Before we looks at this new networking feature of W2012 Hyper-V, lets look at what we have been using in Windows Server 2008/R2. Right now, if you create a VM, you give it one or more virtual network cards (vNICs). Each vNIC is connected to a virtual network (basically a virtual unmanaged switch) and each switch is connected to one physical NIC (pNIC) or NIC team in the host. Time for a visual:
Think about a typical physical rack server for a moment. When you connect it to a switch the port is a property of the switch, right? You can configure properties for that switch port like QoS, VLANs, etc. But if you move that server to another location, you need to configure a new switch port. That’s messy and time consuming.
In the above example, there is a switch port. But Microsoft anticipated the VM mobility issue and port configuration. Instead of the port being a property of the virtual network, it’s actually a property of the VM. Move the VM, you move the port, and you move the port settings. That’s clever; configure the switch port once and now it’s a matter of “where do you want your workload to run today?” with no configuration issues.
OK, now let’s do a few things:
- Stop calling it a virtual network and now call it a virtual switch.
- Now you have a manageable layer 2 network device.
- Introduce lots of new features for configuring ports and doing troubleshooting.
- Add certified 3rd-party extensibility.
We have different kinds of Virtual Switch like we did before:
- External – connected to a pNIC or NIC team in the host to allow VM comms on the physical network.
- Internal – Allows VMs to talk to each other on the virtual switch and with the host parent partition.
- Private – An isolated network where VMs can talk to each other on the same virtual switch.
Although I’m focusing on the converged fabric side of things at the moment, the extensibility is significant. Companies like Cisco, NEC, Five9, and others have announced how they are adding functionality. NEC are adding their switch technology, Five9 are adding a virtual firewall, and Cisco have SR-IOV functionality and a Cisco Nexus 1000v that pretty much turns the Hyper-V Switch into a Cisco switch with all the manageability from their console. The subject of extensibility is a whole other set of posts.
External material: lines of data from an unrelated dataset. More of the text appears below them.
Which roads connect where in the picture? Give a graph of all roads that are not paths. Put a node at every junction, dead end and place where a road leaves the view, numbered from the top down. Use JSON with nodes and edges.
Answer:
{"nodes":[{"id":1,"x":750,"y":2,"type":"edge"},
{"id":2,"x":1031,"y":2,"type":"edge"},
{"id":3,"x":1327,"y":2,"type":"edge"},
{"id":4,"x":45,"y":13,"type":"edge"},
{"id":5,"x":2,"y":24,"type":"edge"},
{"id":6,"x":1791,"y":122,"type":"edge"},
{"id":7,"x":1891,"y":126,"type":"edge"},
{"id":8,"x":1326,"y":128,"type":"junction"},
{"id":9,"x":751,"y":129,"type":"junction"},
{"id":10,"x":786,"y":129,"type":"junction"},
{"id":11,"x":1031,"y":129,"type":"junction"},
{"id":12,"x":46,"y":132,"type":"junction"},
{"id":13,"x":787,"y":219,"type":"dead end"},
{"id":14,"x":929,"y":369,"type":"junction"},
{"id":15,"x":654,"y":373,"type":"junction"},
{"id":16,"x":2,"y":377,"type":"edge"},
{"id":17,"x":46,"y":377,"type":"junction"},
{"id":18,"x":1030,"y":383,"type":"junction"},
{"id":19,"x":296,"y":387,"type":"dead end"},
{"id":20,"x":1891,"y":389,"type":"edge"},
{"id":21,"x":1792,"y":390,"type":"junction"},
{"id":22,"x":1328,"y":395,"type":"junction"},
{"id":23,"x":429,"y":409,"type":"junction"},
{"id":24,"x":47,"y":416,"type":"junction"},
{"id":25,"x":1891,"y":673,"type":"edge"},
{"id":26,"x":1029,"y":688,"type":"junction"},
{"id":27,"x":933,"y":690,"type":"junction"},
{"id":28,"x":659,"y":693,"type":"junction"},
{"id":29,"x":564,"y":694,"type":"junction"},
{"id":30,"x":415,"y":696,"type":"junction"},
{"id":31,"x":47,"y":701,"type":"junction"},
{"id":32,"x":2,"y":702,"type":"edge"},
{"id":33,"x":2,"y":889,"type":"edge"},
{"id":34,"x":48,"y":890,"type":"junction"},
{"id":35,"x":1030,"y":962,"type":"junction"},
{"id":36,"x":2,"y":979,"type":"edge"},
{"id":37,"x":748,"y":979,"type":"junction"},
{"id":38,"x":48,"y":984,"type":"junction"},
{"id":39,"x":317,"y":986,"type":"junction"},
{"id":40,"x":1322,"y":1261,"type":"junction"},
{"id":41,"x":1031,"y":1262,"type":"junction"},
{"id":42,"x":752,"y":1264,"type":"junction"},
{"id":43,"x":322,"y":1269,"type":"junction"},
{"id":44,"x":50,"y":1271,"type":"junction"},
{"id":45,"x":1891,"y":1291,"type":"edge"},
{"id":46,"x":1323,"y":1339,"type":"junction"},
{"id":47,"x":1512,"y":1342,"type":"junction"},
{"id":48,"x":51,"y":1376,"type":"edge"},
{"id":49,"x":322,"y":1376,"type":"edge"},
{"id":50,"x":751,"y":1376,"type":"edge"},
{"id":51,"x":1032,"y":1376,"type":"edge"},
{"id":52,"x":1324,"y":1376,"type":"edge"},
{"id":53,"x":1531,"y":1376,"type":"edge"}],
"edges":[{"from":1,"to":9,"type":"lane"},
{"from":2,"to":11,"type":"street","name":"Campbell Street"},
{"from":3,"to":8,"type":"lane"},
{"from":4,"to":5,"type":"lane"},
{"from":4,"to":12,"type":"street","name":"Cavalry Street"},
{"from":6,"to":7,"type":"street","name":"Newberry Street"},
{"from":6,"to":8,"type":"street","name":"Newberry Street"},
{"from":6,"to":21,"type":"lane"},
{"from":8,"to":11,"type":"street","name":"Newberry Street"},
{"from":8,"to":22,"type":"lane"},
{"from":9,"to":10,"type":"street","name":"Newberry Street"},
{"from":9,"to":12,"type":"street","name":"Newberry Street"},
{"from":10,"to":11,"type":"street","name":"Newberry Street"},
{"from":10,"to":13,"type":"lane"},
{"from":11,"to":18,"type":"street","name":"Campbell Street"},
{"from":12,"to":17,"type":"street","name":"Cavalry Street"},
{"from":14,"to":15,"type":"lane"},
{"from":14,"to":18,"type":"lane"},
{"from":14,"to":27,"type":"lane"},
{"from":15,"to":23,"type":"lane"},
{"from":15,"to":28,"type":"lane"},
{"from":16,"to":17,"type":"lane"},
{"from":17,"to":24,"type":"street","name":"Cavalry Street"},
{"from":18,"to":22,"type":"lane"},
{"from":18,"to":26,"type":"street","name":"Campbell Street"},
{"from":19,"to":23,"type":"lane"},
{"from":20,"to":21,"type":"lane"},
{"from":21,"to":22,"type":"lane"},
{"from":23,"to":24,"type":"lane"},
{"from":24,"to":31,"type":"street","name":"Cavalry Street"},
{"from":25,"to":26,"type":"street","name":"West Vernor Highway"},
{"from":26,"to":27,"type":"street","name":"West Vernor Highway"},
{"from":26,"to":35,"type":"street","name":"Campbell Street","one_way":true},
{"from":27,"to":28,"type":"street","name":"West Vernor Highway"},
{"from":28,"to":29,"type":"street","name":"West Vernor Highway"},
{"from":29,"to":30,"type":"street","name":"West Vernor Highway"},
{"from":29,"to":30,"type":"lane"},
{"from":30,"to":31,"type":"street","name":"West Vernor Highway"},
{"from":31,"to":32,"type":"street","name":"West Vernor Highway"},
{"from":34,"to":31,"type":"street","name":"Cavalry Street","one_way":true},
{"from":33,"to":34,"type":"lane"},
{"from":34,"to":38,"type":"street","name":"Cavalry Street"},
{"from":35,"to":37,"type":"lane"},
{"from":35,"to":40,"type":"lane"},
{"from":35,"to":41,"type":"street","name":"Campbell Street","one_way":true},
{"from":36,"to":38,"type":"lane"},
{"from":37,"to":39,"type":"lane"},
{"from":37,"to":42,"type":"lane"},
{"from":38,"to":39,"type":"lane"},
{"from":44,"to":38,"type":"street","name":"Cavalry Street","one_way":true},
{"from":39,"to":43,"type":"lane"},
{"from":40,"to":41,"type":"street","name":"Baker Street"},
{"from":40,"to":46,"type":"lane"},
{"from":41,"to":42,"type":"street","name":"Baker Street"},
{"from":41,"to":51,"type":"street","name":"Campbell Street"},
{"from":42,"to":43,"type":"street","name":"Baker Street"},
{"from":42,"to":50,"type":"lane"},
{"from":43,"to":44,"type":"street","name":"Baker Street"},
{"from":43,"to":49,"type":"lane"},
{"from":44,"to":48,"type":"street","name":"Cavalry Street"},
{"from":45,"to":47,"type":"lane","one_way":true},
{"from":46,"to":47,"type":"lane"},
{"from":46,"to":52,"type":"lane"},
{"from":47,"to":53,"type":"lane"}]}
With a virtual switch I can do something as basic as this:
It should look kind of familiar I’ve already posted about NIC teaming in Windows Server 2012. Let’s add a team!
With the above configuration, the VMs are now connected to both the NICs in the host. If one NIC dies, the team fails over and the VMs talk through the other NIC. Depending on you load distribution setting, your VMs may even use the aggregation of the bandwidth, e.g. 2 * 10 GbE to get 20 Gbps of bandwidth.
With NIC teaming, we have converged two NICs and used a single pipe for VM communications. We haven’t converged any fabrics just yet. There’s a lot more stuff with policies and connections that we can do with the Virtual Switch. There will be more posts on those topics soon, helping us get to the point where we can look at converging fabrics.